WOW, very interesting thread.

I have a UK-spec MY98. It has a cold air induction kit and a complete exhaust system. Now I am also looking for a power upgrade to make my car faster. As you John, I want as much power low down as possible, while still retaining good power in the high revs.

I inspected a lot of different setups and the problem for me is that I live in Switzerland, so here you don't find a good mapper and therefore the Link is no option. Also for the Unichip I would have to travel around 1000kms.

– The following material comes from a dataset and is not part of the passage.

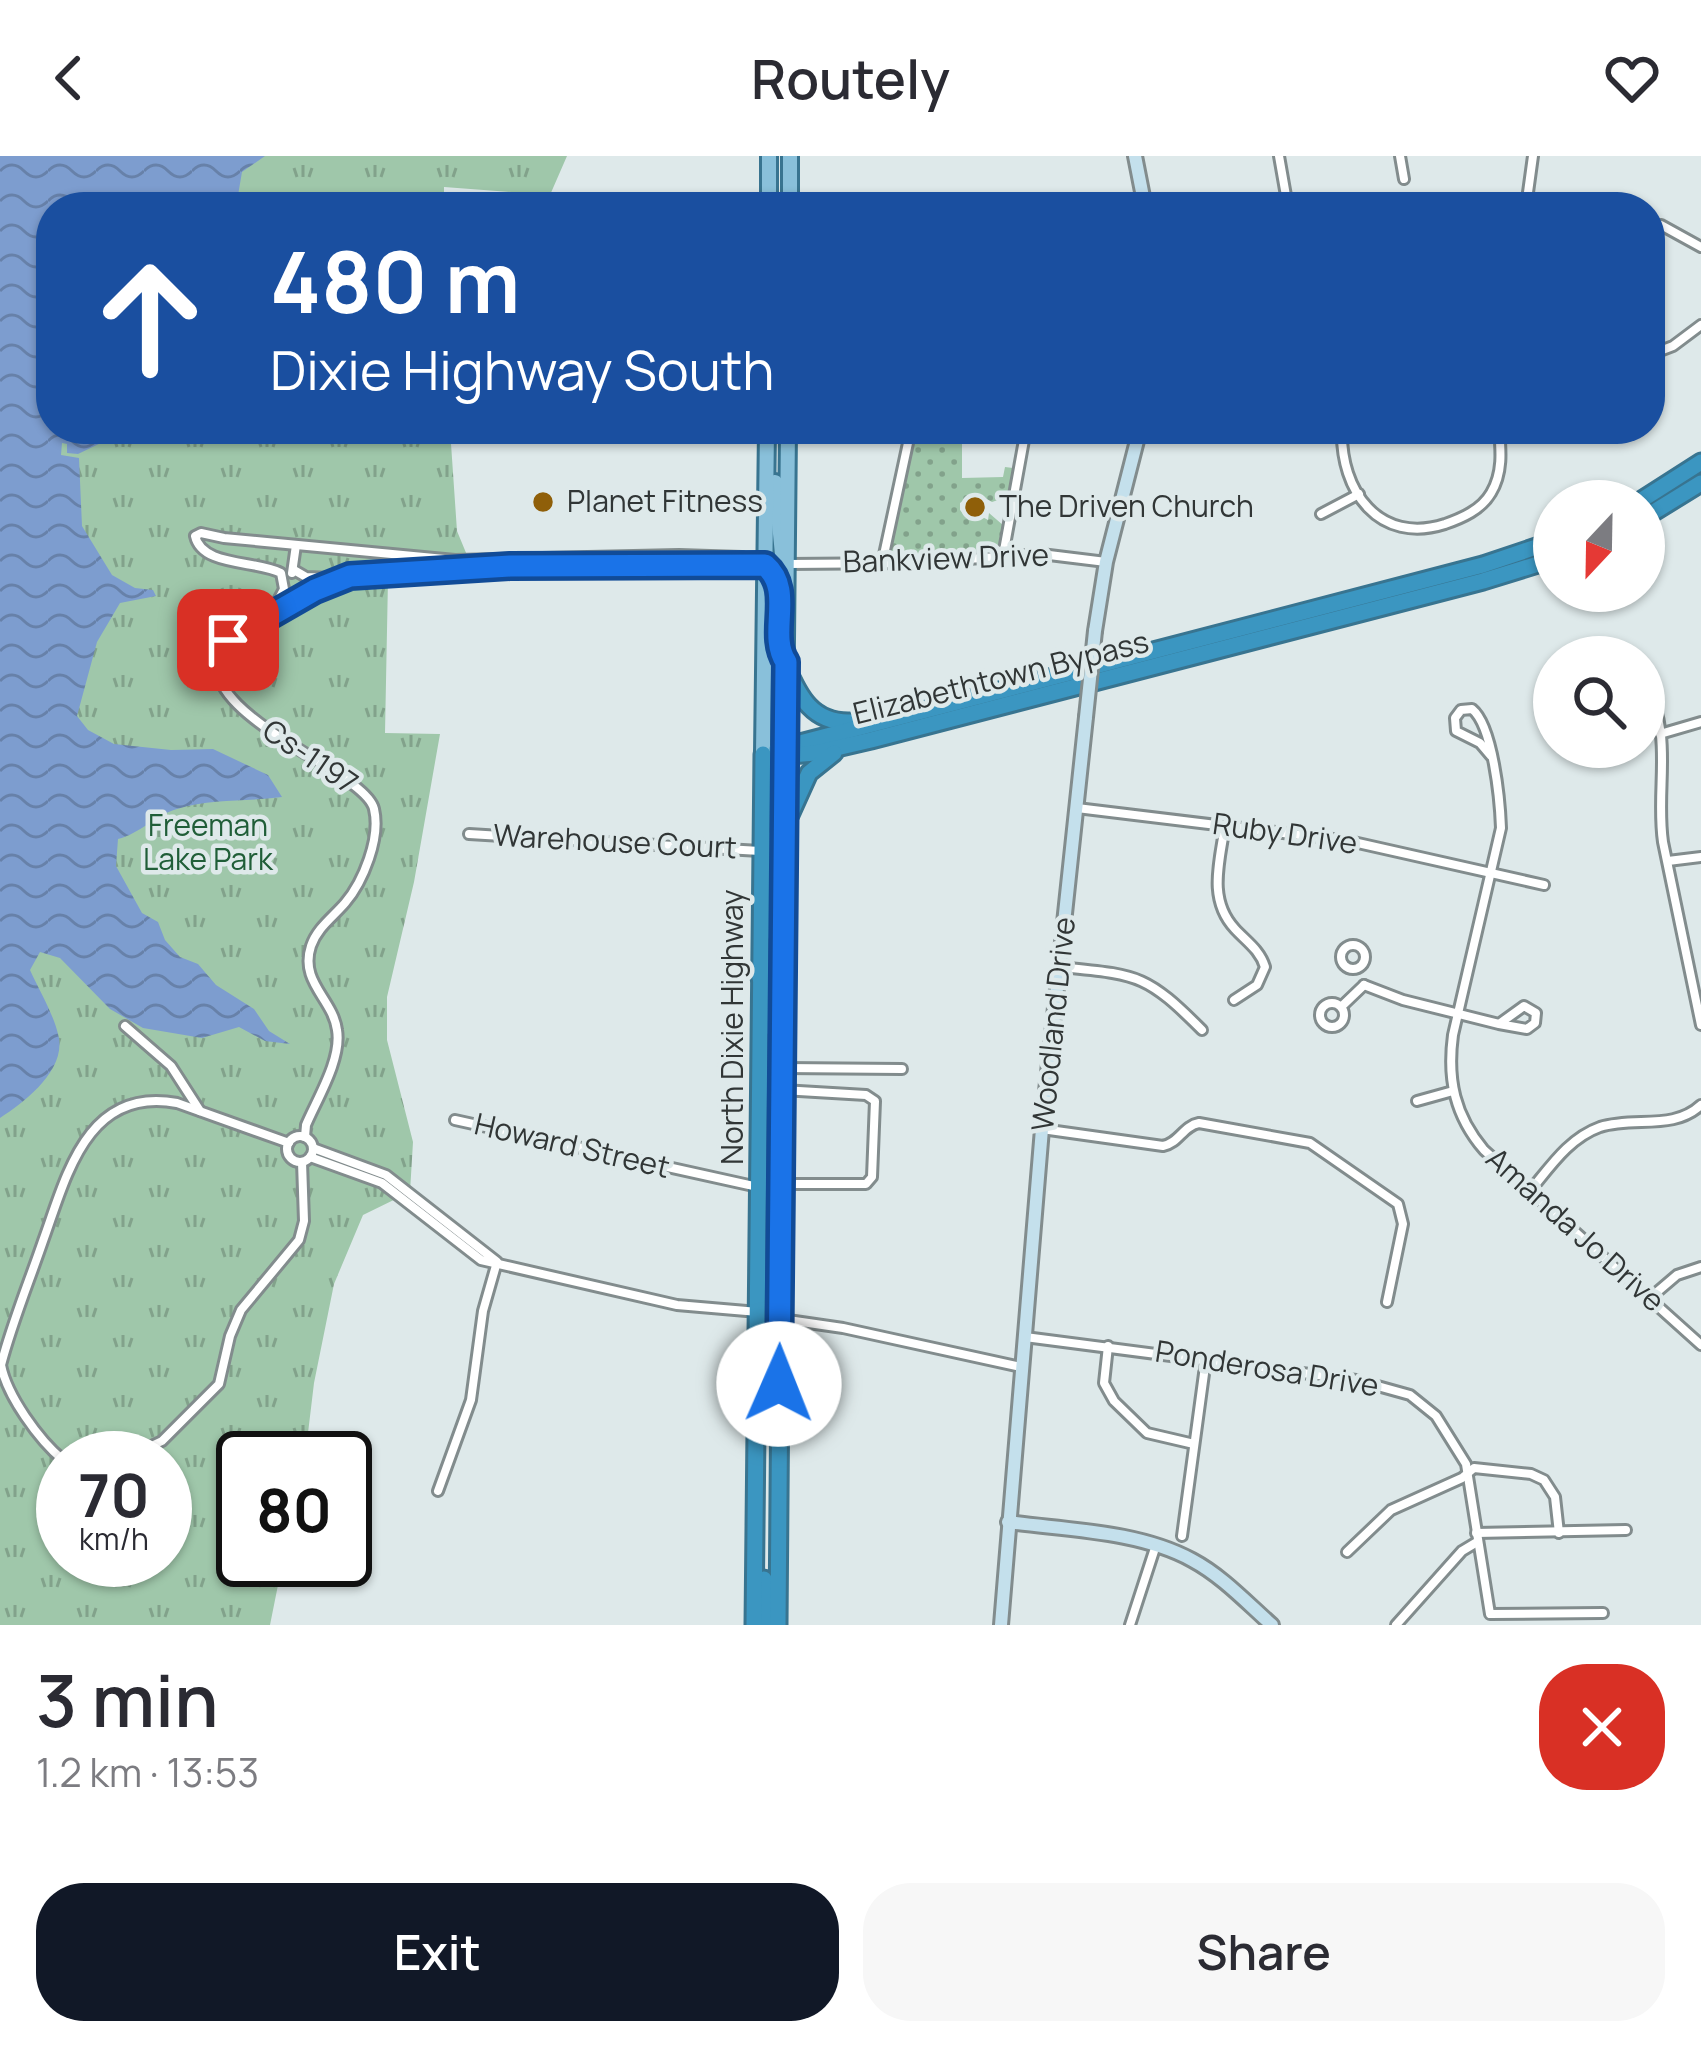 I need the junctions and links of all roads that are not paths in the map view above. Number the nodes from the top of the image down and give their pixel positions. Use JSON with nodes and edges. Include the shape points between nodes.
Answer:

I got to know a mechanic of a car tuner and he told me that they are fitting an upgraded TD-04 to their cars. The turbo stays the same on the exhaus side but gets a new wheel on the intake side (the wheel is from an Audi RS2 turbo). He offered me a test drive in a car that was equipped with that charger and tuned to 1.1bar peak and 1.0bar held by a boost controller. I was imprezzed! The turbo responded VERY fast (like the OEM charger) but had MUCH more power and torque than my car and was just incredibly fast in the higher rev range. There was a boost gauge installed, so I could read the peak and held figures of the boost. The tuner says that you can go up to 1.15bar held with that charger and the car will produce around 280bhp with that setup (exhaust system and intake mods).

Maybe that turbo was a solution for you John? The upgrade process isn't that expensive - around 400£.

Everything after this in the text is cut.